- How to complete this task: Go through the data below. List every line that holds the word "Lynx".

- Input records:
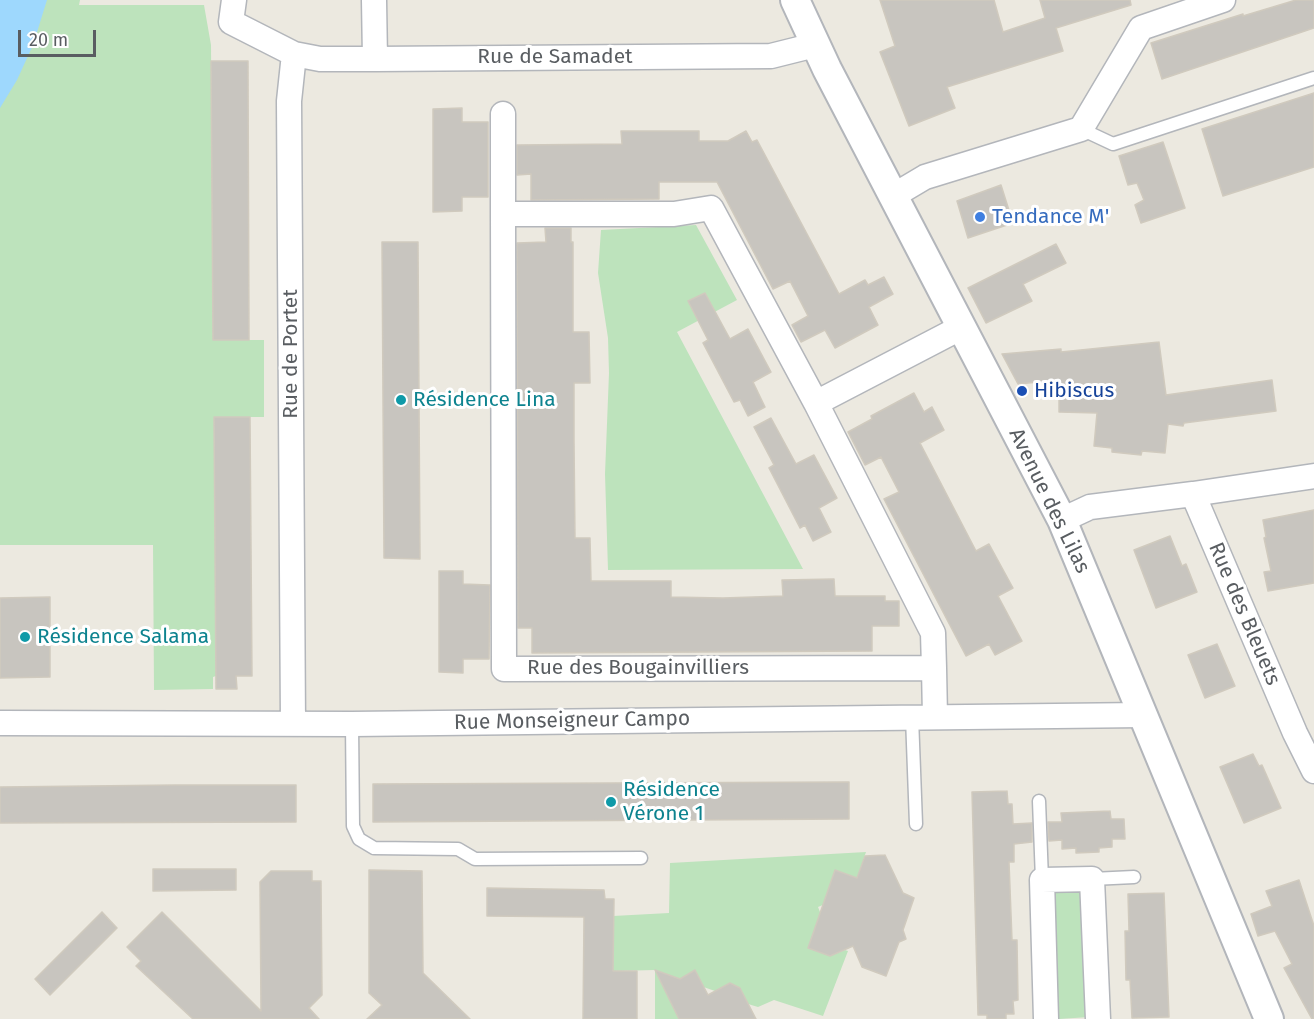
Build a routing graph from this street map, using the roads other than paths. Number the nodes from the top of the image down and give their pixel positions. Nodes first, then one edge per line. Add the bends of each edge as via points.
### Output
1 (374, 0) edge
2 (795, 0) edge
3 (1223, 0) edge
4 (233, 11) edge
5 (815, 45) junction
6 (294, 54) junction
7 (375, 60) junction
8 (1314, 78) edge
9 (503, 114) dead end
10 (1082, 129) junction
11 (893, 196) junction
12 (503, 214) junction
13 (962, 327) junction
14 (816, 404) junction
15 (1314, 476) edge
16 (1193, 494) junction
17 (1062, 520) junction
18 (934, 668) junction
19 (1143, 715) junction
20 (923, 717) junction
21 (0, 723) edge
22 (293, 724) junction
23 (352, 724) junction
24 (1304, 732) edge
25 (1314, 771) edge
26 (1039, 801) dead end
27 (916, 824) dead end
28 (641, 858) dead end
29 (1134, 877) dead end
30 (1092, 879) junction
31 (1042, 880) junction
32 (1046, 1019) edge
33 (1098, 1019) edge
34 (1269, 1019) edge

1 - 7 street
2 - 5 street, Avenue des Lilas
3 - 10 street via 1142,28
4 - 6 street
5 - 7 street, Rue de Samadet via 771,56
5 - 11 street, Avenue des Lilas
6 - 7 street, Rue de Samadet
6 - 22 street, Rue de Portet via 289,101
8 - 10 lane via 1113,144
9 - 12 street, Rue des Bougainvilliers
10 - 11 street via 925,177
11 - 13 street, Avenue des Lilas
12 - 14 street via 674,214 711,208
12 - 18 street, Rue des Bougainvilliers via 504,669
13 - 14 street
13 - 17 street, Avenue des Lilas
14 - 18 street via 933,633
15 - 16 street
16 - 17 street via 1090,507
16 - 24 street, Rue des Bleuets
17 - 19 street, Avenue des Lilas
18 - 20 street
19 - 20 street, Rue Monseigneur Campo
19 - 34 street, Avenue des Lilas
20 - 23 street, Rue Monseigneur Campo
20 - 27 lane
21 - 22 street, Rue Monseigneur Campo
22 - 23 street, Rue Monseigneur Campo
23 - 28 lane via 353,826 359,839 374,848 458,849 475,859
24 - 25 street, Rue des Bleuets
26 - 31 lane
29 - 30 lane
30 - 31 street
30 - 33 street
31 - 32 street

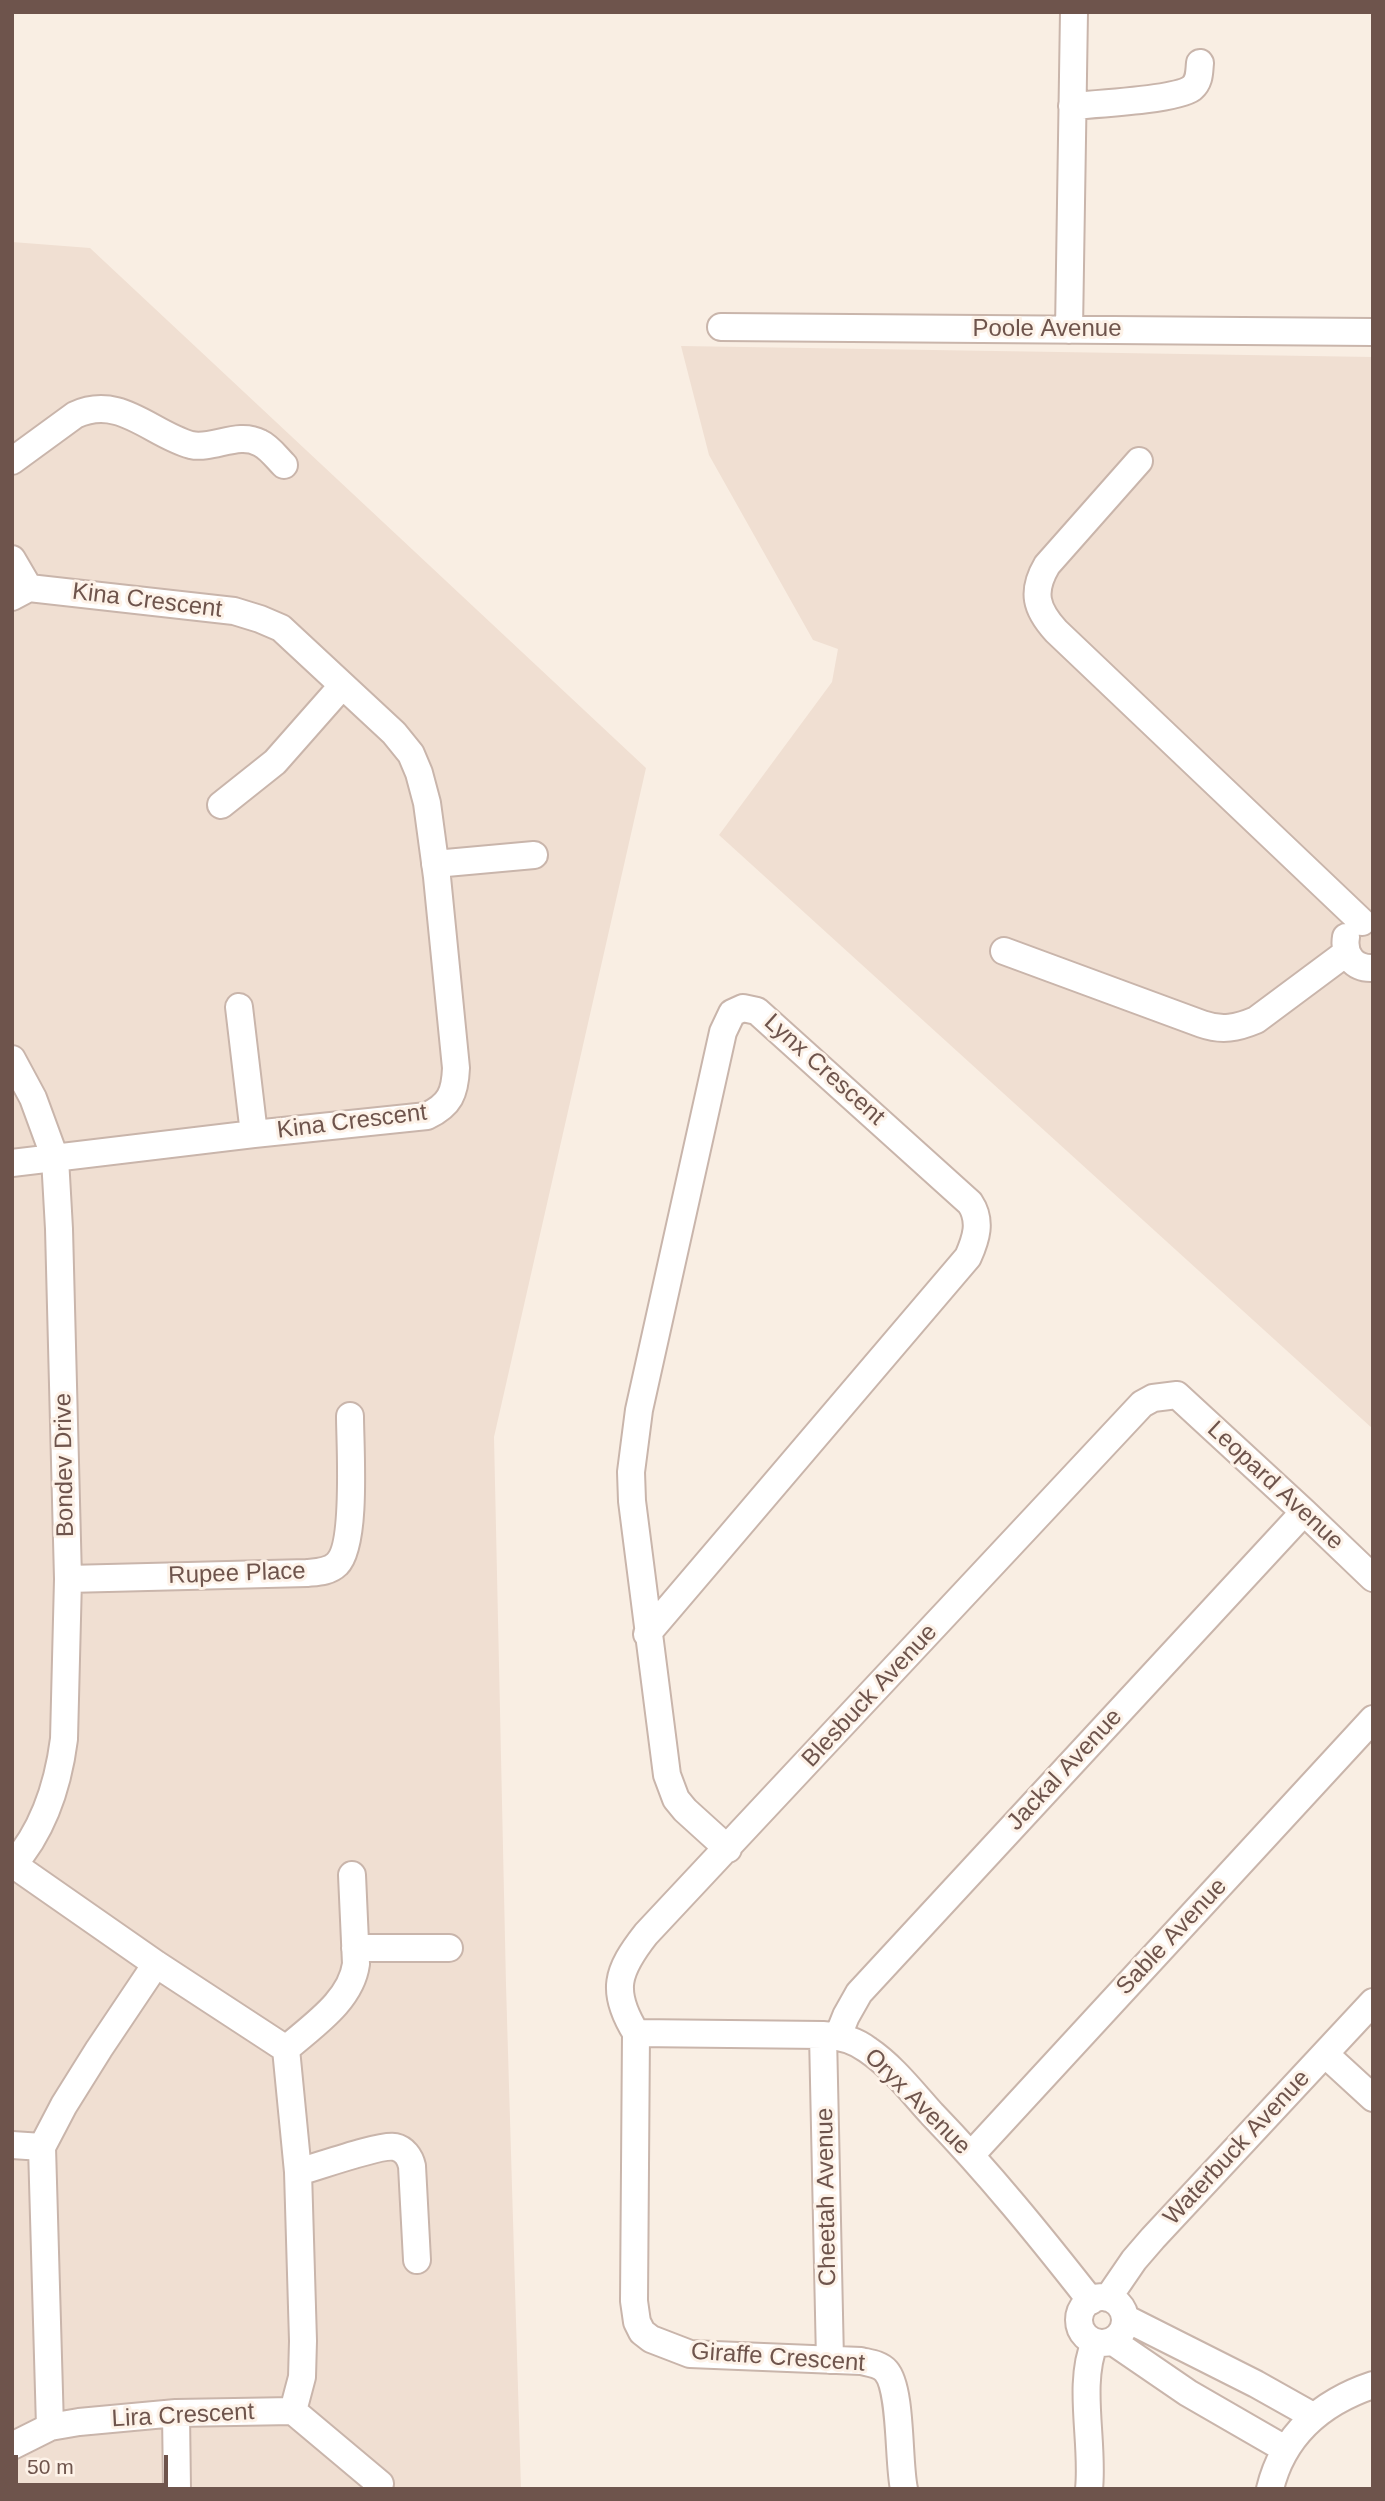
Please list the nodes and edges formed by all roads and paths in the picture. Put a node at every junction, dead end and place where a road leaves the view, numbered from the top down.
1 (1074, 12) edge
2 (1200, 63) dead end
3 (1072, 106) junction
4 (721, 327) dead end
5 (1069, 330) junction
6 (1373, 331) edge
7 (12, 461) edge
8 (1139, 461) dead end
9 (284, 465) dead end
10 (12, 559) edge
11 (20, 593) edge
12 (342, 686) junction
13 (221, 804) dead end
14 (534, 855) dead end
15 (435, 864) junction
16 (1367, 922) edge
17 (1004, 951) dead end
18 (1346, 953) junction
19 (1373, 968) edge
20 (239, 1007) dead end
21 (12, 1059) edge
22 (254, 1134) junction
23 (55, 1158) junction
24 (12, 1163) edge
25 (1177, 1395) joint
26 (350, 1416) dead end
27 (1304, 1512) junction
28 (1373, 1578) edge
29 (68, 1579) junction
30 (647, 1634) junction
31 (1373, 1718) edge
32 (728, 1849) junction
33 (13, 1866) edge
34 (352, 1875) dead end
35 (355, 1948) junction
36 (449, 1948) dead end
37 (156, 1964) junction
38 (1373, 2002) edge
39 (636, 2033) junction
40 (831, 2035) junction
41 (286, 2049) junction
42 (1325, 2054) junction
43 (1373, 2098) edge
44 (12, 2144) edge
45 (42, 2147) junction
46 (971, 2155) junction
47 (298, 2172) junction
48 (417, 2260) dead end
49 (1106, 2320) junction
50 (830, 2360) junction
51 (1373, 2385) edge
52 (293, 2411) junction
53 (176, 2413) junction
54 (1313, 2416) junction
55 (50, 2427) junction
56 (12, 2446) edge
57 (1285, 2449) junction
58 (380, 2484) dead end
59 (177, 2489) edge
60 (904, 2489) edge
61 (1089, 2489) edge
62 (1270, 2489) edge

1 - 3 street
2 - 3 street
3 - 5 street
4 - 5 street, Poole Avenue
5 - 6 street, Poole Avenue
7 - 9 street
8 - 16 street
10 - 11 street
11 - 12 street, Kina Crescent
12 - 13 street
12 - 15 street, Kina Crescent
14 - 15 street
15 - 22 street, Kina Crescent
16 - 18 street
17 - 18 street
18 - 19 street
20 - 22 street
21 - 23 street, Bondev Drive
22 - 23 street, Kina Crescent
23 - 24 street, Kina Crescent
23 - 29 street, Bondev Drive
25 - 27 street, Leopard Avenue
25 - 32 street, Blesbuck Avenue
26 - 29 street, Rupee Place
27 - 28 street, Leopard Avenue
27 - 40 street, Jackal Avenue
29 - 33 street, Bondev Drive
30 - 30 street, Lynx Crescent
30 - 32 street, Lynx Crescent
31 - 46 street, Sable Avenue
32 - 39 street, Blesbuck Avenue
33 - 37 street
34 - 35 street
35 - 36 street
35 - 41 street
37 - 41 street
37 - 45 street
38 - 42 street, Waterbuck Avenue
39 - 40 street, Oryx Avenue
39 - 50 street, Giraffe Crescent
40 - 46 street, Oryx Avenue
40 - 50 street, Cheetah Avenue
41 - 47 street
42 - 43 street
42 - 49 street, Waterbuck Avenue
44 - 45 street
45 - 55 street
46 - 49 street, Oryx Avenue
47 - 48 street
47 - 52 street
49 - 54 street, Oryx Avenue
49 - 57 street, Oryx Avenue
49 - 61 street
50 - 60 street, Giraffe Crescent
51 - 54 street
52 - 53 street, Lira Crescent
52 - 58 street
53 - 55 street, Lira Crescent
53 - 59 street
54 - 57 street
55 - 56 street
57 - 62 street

- Task answer:
30 - 30 street, Lynx Crescent
30 - 32 street, Lynx Crescent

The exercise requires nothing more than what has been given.